### Records for this exercise:

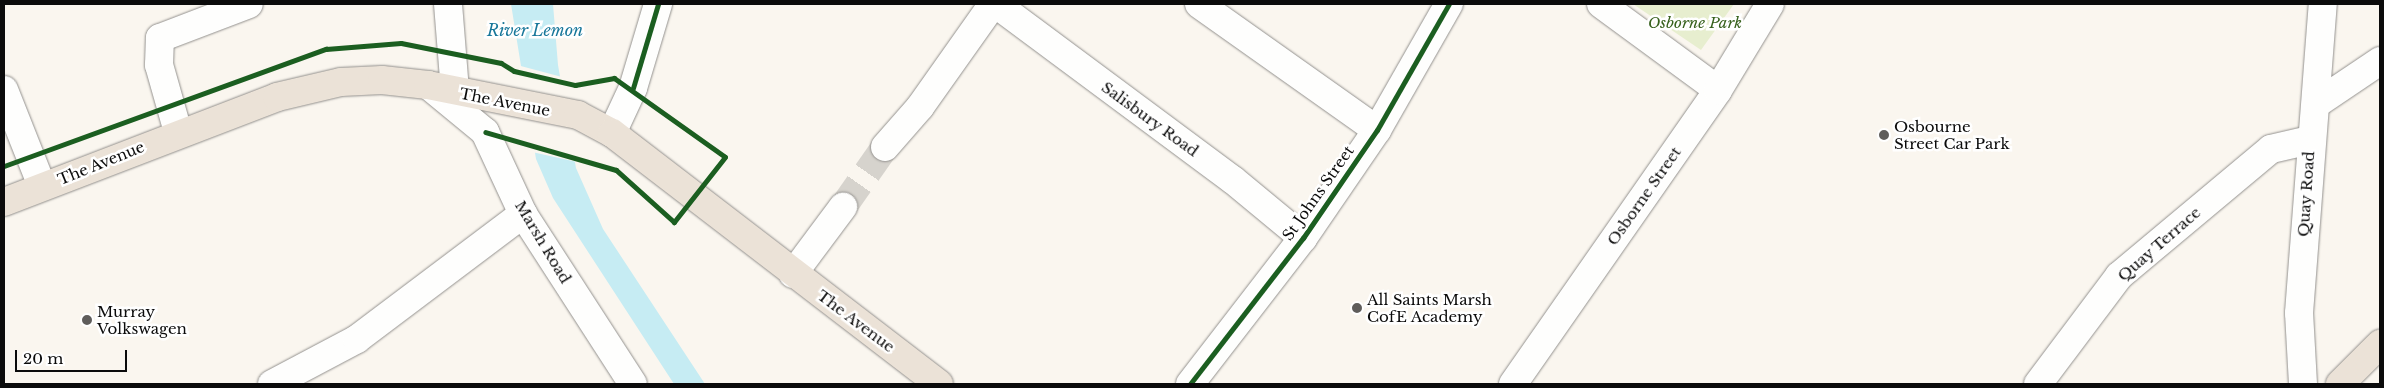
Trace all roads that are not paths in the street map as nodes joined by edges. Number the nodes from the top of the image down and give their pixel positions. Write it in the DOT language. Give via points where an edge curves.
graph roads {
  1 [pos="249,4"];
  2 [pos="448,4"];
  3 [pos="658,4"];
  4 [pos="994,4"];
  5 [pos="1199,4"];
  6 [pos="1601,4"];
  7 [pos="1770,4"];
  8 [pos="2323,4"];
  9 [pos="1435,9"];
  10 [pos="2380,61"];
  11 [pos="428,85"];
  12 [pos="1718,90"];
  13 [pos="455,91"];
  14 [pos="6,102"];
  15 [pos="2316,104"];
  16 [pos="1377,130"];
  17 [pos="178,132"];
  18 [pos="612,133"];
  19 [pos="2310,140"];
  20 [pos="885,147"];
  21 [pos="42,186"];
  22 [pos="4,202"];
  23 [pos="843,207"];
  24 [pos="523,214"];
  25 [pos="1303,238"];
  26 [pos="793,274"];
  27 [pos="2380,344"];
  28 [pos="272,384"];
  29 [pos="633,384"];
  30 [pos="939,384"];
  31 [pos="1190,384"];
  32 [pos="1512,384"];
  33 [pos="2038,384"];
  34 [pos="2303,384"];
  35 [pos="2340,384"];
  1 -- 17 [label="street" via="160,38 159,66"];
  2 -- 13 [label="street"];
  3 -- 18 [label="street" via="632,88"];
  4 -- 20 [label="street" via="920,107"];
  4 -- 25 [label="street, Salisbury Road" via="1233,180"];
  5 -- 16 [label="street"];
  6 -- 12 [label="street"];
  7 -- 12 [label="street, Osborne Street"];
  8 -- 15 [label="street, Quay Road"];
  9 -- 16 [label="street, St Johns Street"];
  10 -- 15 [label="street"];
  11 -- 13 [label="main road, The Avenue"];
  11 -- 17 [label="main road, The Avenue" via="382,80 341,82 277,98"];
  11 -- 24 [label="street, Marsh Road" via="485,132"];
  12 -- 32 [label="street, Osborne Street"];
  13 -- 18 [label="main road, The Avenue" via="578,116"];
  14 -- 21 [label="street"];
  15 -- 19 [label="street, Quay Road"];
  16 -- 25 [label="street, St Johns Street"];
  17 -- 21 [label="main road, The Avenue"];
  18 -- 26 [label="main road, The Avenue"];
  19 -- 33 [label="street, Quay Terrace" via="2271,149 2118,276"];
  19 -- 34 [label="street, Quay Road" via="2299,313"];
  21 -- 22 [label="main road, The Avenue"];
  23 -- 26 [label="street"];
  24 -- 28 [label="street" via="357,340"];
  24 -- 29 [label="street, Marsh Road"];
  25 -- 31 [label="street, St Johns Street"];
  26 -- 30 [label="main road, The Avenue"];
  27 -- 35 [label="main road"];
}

### What you need to do:
Copy out all lines above holding "Osborne".

### Task output:
  7 -- 12 [label="street, Osborne Street"];
  12 -- 32 [label="street, Osborne Street"];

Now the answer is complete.